Debt Relief Information: Debt Settlement, Credit Counseling, Debt Consolidation Program, and Bankruptcy.
Debt settlement involves negotiating with the credit card companies to reduce the total amount of debt that you owe. Debt settlement is a fairly aggressive approach to credit card debt relief, with some of the advantages being that most consumers are able to significantly lower the amount they owe and, instead of taking up to 20 years or more to pay off the balance, a more aggressive debt counseling program can have them debt free in 12 to 36 months. A debt settlement client will immediately notice a substantial reduction in their monthly payments compared to what their minimum monthly (usually interest only) payment was with the credit card companies. Debt settlement is an excellent debt relief solution for consumers who are in serious credit card debt (usually greater than $10K) and are unable or only able to make the minimum monthly payment and/or have already fallen behind.

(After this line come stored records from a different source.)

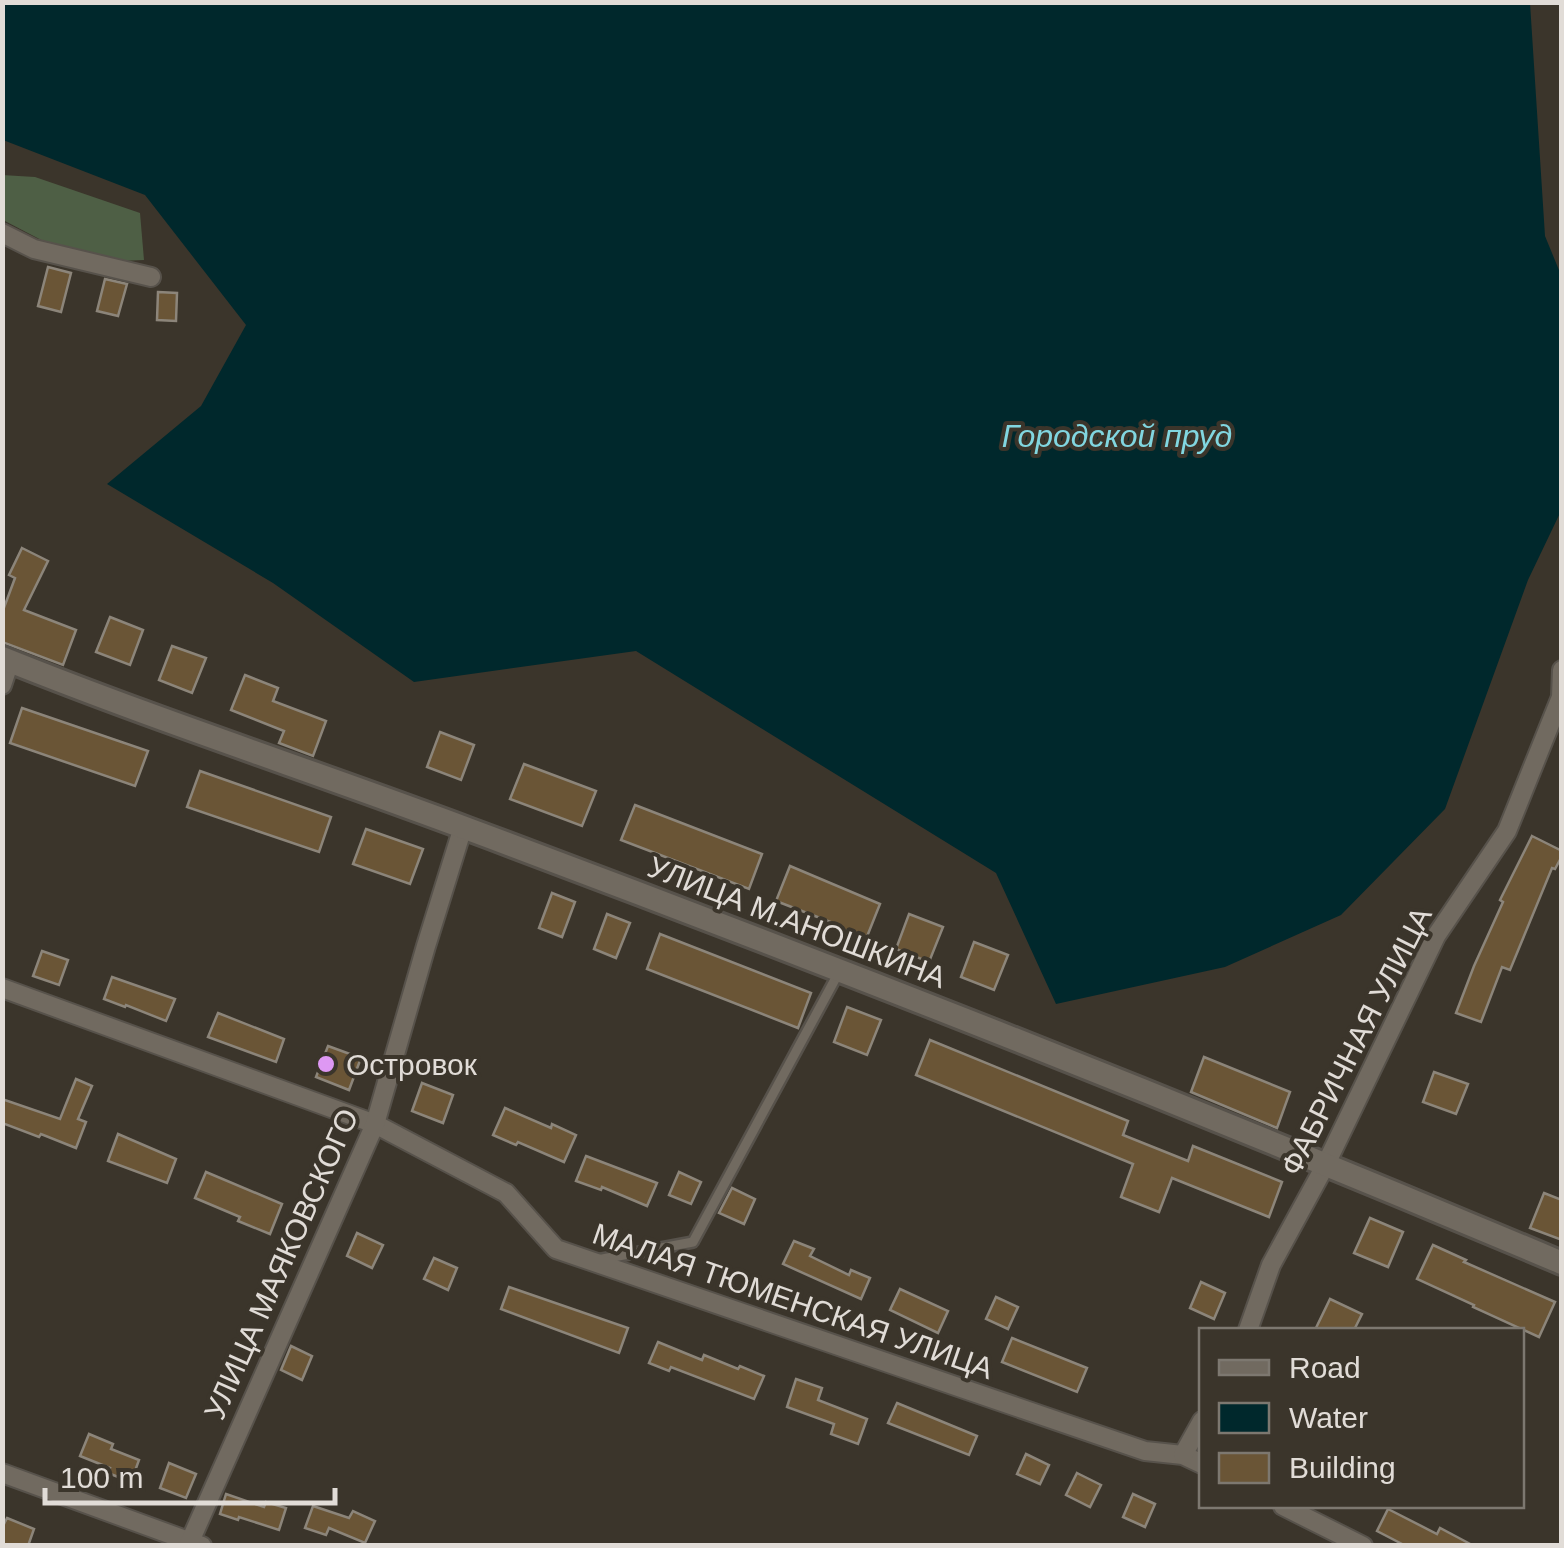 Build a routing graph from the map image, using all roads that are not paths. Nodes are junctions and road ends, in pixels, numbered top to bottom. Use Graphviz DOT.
graph roads {
  1 [pos="2,233"];
  2 [pos="151,277"];
  3 [pos="6,660"];
  4 [pos="1562,670"];
  5 [pos="2,685"];
  6 [pos="1561,697"];
  7 [pos="464,827"];
  8 [pos="840,970"];
  9 [pos="2,988"];
  10 [pos="374,1124"];
  11 [pos="1326,1164"];
  12 [pos="590,1261"];
  13 [pos="1562,1264"];
  14 [pos="1249,1328"];
  15 [pos="1199,1426"];
  16 [pos="1183,1455"];
  17 [pos="1199,1463"];
  18 [pos="2,1473"];
  19 [pos="1287,1508"];
  20 [pos="193,1544"];
  21 [pos="1363,1546"];
  1 -- 2 [label="street"];
  3 -- 5 [label="street"];
  3 -- 7 [label="street, УЛИЦА М.АНОШКИНА"];
  4 -- 6 [label="street, ФАБРИЧНАЯ УЛИЦА"];
  6 -- 11 [label="street, ФАБРИЧНАЯ УЛИЦА"];
  7 -- 8 [label="street, УЛИЦА М.АНОШКИНА"];
  7 -- 10 [label="street, УЛИЦА МАЯКОВСКОГО"];
  8 -- 11 [label="street, УЛИЦА М.АНОШКИНА"];
  8 -- 12 [label="lane"];
  9 -- 10 [label="street, МАЛАЯ ТЮМЕНСКАЯ УЛИЦА"];
  10 -- 12 [label="street, МАЛАЯ ТЮМЕНСКАЯ УЛИЦА"];
  10 -- 20 [label="street, УЛИЦА МАЯКОВСКОГО"];
  11 -- 13 [label="street, УЛИЦА М.АНОШКИНА"];
  11 -- 14 [label="street, ФАБРИЧНАЯ УЛИЦА"];
  12 -- 16 [label="street, МАЛАЯ ТЮМЕНСКАЯ УЛИЦА"];
  15 -- 16 [label="street"];
  16 -- 17 [label="street, МАЛАЯ ТЮМЕНСКАЯ УЛИЦА"];
  18 -- 20 [label="street"];
  19 -- 21 [label="street"];
}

Credit counseling involves working with the credit card companies to lower the interest being charged. With consumer credit counseling services a consumer can be debt free in 4 to 5 years and able to save some money on their high interest credit cards. Realize, however, that these companies are usually set up by the credit card companies in order to collect as much of the debt as possible. Don't be fooled by their non-profit status... all the profit they make beyond their operating expenses goes back to the credit card company. Also, when working with one of these companies, any debt that they help you with will show as TPA (third party assistance) on your credit report. In some instances, the strategies can be just as bad for your credit score and rating as a bankruptcy!

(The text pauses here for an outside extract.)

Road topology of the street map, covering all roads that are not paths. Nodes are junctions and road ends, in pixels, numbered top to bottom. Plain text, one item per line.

A Debt Consolidation program involves taking out one loan to pay off multiple debts. This is often done to secure a lower interest rate, secure a fixed interest rate or for the convenience of simply making one payment instead of many, although usually for a much longer period of time. A consolidation program can severely affect the ability of the debtor to discharge debts in bankruptcy, so the decision to consolidate must be weighed very carefully. Because of the theoretical advantage that debt consolidation offers a consumer that has high interest debt balances, companies can take advantage of that benefit of refinancing to charge very high fees in the debt consolidation loan. In addition, some unscrupulous companies will knowingly wait until a client has backed themselves into a corner and must refinance in order to consolidate and pay off bills that they are behind on the payments.

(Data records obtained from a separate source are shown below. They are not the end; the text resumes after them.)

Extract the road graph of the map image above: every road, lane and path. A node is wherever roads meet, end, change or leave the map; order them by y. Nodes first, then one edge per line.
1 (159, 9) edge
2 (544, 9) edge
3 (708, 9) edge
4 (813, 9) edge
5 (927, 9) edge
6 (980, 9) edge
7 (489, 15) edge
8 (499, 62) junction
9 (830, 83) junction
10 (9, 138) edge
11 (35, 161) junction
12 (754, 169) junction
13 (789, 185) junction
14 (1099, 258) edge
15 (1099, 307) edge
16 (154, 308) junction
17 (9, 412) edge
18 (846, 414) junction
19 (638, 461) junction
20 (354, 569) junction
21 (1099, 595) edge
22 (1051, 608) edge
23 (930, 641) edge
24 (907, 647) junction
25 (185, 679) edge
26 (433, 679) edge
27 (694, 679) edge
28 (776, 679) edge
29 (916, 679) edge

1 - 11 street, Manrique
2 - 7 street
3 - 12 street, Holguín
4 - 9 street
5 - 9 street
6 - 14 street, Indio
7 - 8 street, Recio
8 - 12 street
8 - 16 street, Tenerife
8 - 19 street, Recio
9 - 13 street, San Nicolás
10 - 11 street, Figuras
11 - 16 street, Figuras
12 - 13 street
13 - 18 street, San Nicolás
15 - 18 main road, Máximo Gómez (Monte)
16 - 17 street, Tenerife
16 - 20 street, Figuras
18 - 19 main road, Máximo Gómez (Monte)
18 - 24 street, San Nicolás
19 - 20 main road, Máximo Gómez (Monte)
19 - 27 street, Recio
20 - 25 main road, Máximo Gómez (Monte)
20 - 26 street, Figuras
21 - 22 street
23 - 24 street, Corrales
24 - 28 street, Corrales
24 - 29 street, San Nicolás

Chapter 7 bankruptcy is considered a last resort for debt relief by most because of the usually severe credit implications. For consumers who owe a lot of money on their credit cards and do not have an adequate income stream, this may seem like the only debt relief alternative. In a Chapter 7 bankruptcy, a debtor will generally be forced to liquidate all non-exempt assets of value and pay the creditor with the money from the sale. Most consumers who file chapter 7 bankruptcy will advise you that the long term damage just isn’t worth it.
Do nothing, is exactly as it sounds. Unfortunately even if you are doing nothing, your creditors will definitely not do the same. This will most likely result in lawsuits, repossession, and a lot of stress. Ignoring your debts will never make them disappear, but it will most certainly cause you more grief and stress in the short and long run.